Heartburn

Heartburn is a painful burning feeling in your chest that occurs when stomach acid backs up into your esophagus, the tube that carries food from your mouth to your stomach.

Many describe heartburn as a feeling of burning discomfort, localized behind the breastbone, which moves up toward the neck and throat. Some even experience the bitter or sour taste of the acid in the back of the throat. The burning and pressure symptoms of heartburn can last for several hours and often worsen after eating food. All of us may have occasional heartburn. If you have heartburn more than twice a week, you may have gastroesophageal reflux disease (GERD). But you can have GERD without having heartburn. If you have other symptoms such as crushing chest pain, it could be a heart attack. Get help immediately.

You might be able to avoid heartburn by making some of the following changes in your lifestyle.

  • Lose weight if you're overweight.

  • Don't overeat.

  • Eat high-protein, low-fat meals.

  • If you smoke, quit.

  • Avoid tight clothes and tight belts.

  • Place 6- to 9-inch blocks under the legs at the head of your bed to raise it.

  • Try to eat at least 2 to 3 hours before lying down. If you take naps, try sleeping in a chair.

Many things can make heartburn worse. Heartburn is most common after overeating, when bending over or when lying down. Pregnancy, certain medications, stress and certain foods can also make heartburn worse.

When you eat, food passes from your mouth down a tube called the esophagus. To enter the stomach, the food must pass through an opening between the esophagus and stomach. 
Usually, this opening closes as soon as food passes through, but if it doesn't close all the way, acid from your stomach can get through the opening and into your esophagus. This is called reflux. Stomach acid can irritate the esophagus and cause heartburn.

Hiatal hernia can also cause heartburn. Hiatal hernia is a condition in which part of the stomach is pushed up through the diaphragm (the muscle wall between the stomach and chest) and into the chest. Sometimes this causes heartburn.

Both heartburn and a developing heart attack can cause symptoms that subside after a while. The pain doesn't have to last a long time to be a warning sign. Heartburn is discomfort or actual pain caused by digestive acid moving into the tube that carries swallowed food to your stomach (esophagus).

Typical features of heartburn include:

  • A burning sensation starting in the upper abdomen and moving up into the chest

  • Usually occurs after eating or while lying down or bending over

  • May awaken you from sleep, especially if you have eaten within two hours of going to bed

  • Usually relieved by antacids

  • May be accompanied by a sour taste in your mouth — especially when you're lying down

  • May be accompanied by a small amount of stomach contents rising up into the back of your throat (regurgitation)

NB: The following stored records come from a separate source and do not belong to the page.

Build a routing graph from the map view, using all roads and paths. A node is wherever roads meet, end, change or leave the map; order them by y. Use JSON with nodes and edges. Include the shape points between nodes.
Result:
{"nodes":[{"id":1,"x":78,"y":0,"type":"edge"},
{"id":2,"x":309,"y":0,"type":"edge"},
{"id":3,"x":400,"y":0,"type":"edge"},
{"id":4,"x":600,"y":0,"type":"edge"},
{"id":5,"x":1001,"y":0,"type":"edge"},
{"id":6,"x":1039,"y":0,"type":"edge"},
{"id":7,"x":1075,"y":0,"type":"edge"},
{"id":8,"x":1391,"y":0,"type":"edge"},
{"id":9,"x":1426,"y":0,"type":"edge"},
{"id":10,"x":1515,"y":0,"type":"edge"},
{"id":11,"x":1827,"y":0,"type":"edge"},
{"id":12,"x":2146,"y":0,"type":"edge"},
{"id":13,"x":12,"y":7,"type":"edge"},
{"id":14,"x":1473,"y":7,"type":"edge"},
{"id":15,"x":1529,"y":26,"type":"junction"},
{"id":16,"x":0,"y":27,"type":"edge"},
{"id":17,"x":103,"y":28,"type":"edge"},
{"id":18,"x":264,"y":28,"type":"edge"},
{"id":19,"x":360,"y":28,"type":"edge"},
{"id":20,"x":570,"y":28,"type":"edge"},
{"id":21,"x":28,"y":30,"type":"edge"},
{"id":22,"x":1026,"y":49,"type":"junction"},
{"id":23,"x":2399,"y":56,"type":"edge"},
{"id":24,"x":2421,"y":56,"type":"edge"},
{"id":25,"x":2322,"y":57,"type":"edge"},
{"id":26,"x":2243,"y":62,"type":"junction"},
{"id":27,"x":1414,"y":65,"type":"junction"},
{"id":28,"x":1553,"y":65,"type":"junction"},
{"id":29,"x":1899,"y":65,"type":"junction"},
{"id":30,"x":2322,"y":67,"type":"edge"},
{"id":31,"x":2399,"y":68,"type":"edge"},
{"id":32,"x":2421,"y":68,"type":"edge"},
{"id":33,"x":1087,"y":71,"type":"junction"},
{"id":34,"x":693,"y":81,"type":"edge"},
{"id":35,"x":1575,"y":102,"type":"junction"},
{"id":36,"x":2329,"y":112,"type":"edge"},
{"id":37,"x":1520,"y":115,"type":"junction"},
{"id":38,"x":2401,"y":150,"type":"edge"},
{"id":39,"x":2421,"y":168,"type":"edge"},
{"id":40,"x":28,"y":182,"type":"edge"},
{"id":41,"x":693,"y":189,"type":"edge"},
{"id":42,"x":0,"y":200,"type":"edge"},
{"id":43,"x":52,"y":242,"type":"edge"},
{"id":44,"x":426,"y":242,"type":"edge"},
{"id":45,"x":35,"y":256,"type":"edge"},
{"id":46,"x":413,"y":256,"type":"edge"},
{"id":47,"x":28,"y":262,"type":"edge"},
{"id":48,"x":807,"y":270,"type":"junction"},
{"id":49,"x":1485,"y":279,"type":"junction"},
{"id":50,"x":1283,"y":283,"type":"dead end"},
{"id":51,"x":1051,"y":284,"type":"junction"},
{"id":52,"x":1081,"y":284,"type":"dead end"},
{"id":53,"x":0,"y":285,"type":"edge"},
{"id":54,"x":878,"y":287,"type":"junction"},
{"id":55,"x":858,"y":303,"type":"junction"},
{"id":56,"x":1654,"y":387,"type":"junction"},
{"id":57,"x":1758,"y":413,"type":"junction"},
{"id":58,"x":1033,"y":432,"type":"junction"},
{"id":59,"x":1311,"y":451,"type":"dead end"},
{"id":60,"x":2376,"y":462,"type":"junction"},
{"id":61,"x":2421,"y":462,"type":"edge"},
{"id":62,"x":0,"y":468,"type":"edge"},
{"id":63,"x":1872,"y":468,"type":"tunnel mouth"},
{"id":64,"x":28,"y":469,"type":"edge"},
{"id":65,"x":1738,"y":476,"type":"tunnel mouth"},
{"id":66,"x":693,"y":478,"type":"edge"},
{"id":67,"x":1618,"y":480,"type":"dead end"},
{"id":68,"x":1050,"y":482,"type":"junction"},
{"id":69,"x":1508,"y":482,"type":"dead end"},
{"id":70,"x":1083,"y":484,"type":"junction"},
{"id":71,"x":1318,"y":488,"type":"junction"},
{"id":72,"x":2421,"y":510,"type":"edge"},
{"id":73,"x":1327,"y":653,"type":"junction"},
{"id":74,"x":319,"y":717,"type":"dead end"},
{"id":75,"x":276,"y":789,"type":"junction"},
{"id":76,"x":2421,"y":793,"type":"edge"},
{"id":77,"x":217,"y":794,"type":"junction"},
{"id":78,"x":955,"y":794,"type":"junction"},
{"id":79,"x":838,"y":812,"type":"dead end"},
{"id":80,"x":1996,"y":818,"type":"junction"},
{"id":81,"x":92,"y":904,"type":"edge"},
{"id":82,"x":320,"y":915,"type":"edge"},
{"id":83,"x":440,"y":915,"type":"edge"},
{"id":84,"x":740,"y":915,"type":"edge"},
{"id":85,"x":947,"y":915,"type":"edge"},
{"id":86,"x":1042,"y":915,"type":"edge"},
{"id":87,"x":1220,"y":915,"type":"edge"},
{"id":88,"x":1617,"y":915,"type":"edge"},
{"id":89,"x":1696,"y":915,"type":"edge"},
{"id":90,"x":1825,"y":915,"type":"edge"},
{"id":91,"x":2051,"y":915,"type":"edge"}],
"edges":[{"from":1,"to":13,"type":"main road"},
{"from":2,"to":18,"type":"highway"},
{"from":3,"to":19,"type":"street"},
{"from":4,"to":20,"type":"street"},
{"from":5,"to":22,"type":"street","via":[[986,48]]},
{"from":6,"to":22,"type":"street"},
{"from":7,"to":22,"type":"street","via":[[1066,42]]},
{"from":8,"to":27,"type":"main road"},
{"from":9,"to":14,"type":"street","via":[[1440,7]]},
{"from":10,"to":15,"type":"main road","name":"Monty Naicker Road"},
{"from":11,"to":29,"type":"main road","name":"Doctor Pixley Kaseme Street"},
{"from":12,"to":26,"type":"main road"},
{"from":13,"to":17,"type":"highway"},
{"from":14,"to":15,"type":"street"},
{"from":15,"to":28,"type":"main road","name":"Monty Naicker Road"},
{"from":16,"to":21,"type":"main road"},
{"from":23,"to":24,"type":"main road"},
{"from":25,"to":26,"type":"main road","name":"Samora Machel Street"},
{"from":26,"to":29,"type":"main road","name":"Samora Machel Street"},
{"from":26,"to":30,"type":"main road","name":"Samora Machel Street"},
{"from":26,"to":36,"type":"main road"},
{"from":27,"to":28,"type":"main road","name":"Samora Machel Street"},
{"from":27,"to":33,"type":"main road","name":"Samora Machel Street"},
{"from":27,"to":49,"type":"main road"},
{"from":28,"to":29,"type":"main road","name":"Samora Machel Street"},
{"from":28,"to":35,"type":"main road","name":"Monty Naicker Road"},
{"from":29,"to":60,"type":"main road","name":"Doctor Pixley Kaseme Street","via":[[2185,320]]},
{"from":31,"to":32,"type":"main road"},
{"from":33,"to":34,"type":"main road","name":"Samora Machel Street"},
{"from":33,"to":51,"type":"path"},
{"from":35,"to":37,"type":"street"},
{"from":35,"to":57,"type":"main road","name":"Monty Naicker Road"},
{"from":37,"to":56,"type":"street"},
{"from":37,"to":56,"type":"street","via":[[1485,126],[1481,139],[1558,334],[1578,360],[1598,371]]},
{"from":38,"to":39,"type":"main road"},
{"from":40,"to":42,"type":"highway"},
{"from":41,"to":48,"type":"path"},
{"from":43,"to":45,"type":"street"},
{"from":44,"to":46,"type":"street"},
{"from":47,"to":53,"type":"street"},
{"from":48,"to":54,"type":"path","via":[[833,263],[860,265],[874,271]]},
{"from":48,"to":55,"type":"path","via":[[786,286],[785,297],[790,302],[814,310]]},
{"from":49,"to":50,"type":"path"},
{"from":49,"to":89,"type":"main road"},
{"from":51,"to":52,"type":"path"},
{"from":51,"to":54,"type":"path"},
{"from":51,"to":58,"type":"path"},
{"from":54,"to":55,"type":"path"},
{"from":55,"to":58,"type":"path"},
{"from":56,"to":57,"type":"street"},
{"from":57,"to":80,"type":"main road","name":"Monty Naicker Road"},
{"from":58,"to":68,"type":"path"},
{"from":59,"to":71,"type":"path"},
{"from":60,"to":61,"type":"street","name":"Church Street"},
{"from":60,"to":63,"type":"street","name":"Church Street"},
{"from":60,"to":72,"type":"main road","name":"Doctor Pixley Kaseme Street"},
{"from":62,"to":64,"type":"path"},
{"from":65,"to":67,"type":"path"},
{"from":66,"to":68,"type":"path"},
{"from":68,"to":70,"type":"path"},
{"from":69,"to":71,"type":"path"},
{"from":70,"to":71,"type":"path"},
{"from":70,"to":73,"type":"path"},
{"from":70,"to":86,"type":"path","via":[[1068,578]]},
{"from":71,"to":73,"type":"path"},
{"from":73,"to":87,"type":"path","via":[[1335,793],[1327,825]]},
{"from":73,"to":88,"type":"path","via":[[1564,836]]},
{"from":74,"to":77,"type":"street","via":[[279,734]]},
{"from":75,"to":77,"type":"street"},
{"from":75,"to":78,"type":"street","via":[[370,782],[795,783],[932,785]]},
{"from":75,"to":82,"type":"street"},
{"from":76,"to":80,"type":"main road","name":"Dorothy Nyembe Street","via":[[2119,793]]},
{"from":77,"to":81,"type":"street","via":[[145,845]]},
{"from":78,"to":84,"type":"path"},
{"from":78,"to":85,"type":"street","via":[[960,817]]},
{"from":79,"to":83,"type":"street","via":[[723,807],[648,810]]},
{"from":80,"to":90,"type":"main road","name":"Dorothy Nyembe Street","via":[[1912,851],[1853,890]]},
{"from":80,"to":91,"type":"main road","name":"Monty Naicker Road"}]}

Several kinds of medicine can be used to treat heartburn. Antacids neutralize the acid that your stomach makes. For most people, over-the-counter antacids give you fast, short-term relief. However, if you use antacids too much, they can cause diarrhea or constipation. Look for antacids that contain both magnesium hydroxide and aluminum hydroxide. (One causes constipation while the other causes diarrhea so they counteract each other.) Some brands of antacids include Maalox, Mylanta and Riopan. Follow the directions on the package.


H2 blockers (some brand names: Pepcid, Tagamet, Zantac) reduce the amount of acid your stomach makes. Several are available without a prescription.

Other medicines, such as omeprazole (brand name: Prilosec) and lansoprazole (brand name: Prevacid), also reduce how much acid the stomach makes. Metoclopramide (brand name: Reglan) reduces acid reflux. To find out what medicine is right for you, talk with your doctor.